- **EXERCISE INSTRUCTIONS**
Look for the string "English" in the material below. Copy every line where you find it.

- **DATA RECORDS**
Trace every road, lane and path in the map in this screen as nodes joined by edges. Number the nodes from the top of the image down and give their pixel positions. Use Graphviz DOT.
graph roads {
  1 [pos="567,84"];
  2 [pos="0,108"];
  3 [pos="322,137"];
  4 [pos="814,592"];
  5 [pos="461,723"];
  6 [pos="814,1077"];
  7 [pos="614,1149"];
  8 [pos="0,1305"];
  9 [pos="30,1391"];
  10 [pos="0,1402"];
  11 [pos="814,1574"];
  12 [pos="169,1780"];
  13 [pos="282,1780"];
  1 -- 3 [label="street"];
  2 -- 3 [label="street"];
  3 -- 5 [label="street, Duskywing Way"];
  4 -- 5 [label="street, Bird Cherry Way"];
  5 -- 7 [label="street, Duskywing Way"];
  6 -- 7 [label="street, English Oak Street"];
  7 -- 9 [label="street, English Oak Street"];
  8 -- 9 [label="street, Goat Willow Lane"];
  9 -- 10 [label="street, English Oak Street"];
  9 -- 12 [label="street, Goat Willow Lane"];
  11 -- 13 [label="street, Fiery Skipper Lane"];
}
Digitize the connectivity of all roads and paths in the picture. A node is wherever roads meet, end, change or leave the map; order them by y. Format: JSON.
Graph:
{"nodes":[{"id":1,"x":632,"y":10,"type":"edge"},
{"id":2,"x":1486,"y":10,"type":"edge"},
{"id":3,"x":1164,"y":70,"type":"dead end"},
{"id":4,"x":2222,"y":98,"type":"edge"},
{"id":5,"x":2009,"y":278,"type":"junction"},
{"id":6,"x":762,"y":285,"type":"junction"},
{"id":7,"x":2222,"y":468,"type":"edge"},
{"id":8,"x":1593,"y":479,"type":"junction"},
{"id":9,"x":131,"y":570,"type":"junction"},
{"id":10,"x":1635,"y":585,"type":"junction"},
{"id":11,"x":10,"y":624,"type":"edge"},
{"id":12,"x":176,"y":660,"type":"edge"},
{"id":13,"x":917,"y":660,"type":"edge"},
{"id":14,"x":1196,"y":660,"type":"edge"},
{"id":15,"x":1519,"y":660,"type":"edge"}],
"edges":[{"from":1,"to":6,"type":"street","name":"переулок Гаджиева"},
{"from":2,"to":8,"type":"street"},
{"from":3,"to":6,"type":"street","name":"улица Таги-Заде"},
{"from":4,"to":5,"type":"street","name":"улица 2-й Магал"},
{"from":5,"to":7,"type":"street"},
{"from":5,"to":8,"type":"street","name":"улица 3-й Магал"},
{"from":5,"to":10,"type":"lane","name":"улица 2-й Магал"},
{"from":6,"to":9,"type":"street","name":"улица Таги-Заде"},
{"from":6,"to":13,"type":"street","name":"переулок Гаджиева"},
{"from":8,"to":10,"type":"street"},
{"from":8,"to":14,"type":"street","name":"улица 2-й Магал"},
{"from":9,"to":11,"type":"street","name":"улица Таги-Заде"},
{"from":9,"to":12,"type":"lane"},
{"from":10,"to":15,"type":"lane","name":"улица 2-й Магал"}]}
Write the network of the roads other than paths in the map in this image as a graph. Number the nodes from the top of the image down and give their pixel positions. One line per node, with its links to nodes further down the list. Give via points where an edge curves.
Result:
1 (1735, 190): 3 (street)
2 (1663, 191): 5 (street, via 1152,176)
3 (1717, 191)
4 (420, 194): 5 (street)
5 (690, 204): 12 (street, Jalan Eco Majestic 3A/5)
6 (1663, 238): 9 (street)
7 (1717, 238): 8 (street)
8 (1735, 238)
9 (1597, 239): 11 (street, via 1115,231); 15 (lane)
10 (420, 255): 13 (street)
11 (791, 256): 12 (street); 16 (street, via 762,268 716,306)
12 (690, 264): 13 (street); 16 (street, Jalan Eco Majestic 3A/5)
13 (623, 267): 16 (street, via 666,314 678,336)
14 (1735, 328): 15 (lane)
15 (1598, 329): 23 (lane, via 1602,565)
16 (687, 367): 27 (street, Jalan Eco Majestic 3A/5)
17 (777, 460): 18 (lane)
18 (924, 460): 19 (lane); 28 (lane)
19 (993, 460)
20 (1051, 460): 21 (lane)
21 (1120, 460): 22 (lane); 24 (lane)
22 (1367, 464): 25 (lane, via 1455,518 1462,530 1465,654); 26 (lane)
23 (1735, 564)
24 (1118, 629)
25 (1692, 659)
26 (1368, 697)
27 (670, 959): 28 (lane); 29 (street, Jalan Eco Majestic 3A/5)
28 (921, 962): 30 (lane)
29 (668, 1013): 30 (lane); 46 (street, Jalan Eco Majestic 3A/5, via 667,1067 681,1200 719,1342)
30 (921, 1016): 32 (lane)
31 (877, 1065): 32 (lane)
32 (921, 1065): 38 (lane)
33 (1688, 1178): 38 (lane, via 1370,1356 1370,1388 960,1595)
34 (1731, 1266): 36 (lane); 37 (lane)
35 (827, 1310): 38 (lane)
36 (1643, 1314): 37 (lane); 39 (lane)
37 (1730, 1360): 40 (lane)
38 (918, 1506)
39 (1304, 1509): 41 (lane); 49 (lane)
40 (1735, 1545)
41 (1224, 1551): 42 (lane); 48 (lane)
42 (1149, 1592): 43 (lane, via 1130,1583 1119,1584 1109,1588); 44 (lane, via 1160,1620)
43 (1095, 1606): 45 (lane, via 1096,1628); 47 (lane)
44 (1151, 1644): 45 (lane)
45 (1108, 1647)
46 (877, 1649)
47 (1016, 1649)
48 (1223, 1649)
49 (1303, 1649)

- **TASK RESPONSE**
  6 -- 7 [label="street, English Oak Street"];
  7 -- 9 [label="street, English Oak Street"];
  9 -- 10 [label="street, English Oak Street"];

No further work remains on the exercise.